The quality of the evidence used for this particular clinical guideline can be rated as direct, consistent, and free of bias. The directness arises since the evidence informs specifically on the screening for visual acuity either on children and the elderly. The empirical evidence used to formulate this guideline also renders the guideline applicable since the outcome has a measurable positive impact. The guideline used in this particular offers a recommendation that increases the quality of life. For example, an elderly may continue living (survival) but will be highly dependent on others to move around, and unable to perform the daily task due to poor eyesight. However, this guideline recommends that they undergo screening since even though they might be seeing, the prevalence of diminishing eyesight with age is on the increase. The evidence of the guideline can, therefore, be said to be strong.
Question 5: Determine the level of evidence used in the EBP identified.

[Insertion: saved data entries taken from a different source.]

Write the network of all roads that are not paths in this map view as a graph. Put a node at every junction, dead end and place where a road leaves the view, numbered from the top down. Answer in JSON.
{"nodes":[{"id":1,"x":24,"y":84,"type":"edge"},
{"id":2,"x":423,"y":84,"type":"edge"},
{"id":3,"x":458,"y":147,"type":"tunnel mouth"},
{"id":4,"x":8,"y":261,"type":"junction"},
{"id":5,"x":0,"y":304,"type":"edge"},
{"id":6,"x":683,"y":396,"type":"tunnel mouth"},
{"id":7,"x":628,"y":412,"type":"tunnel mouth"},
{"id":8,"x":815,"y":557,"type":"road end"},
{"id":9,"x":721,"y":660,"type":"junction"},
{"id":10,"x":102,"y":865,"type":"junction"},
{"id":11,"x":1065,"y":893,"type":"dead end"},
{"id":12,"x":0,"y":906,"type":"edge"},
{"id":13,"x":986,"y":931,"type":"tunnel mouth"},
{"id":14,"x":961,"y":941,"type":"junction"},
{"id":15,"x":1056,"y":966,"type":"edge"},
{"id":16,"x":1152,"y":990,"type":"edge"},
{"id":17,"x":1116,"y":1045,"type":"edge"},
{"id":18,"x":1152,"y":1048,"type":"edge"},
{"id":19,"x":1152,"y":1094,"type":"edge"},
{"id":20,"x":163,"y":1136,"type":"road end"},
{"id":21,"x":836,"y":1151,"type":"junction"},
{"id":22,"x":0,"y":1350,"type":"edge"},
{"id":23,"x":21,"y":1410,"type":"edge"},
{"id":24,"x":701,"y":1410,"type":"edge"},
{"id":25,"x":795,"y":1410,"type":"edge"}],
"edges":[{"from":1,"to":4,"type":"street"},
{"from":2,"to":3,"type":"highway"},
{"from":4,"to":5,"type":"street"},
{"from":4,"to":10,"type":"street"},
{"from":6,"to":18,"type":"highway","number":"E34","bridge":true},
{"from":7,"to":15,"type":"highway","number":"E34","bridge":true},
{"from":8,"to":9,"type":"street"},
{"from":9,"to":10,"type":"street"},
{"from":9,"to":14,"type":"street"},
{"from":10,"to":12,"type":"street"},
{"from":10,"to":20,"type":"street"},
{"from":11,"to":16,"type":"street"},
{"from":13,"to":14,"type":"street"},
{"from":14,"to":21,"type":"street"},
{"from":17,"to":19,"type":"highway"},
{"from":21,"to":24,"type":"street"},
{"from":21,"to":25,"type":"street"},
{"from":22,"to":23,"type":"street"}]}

In determining the level of evidence for this guideline, different questions would have to be considered. The questions seek to address the prognostic factors with and without the treatments, the benefits, and harms of different treatments options, and identification of risk factors for the conditions, among other factors. Different study designs provide the most reliable type of evidence for answering these different questions. In reviewing guidelines, these questions ought to be raised and answered, and the outcomes assessed to have a clear understanding of the analytic logic. By developing and analytic logic of the guideline, the evidence is defined.
Some of the questions that are raised in a bid to define this guideline are:
1. What are the benefits and harms of screening compared with no screening for unidentified diminishing visual acuity in children and the elderly?
2. How does those evidence provided, weigh the benefits and harms of screening for diminishing visual acuity?
3. What is the cost-effectiveness of screening for unrecognized visual disorders related to functional limitation in the target groups?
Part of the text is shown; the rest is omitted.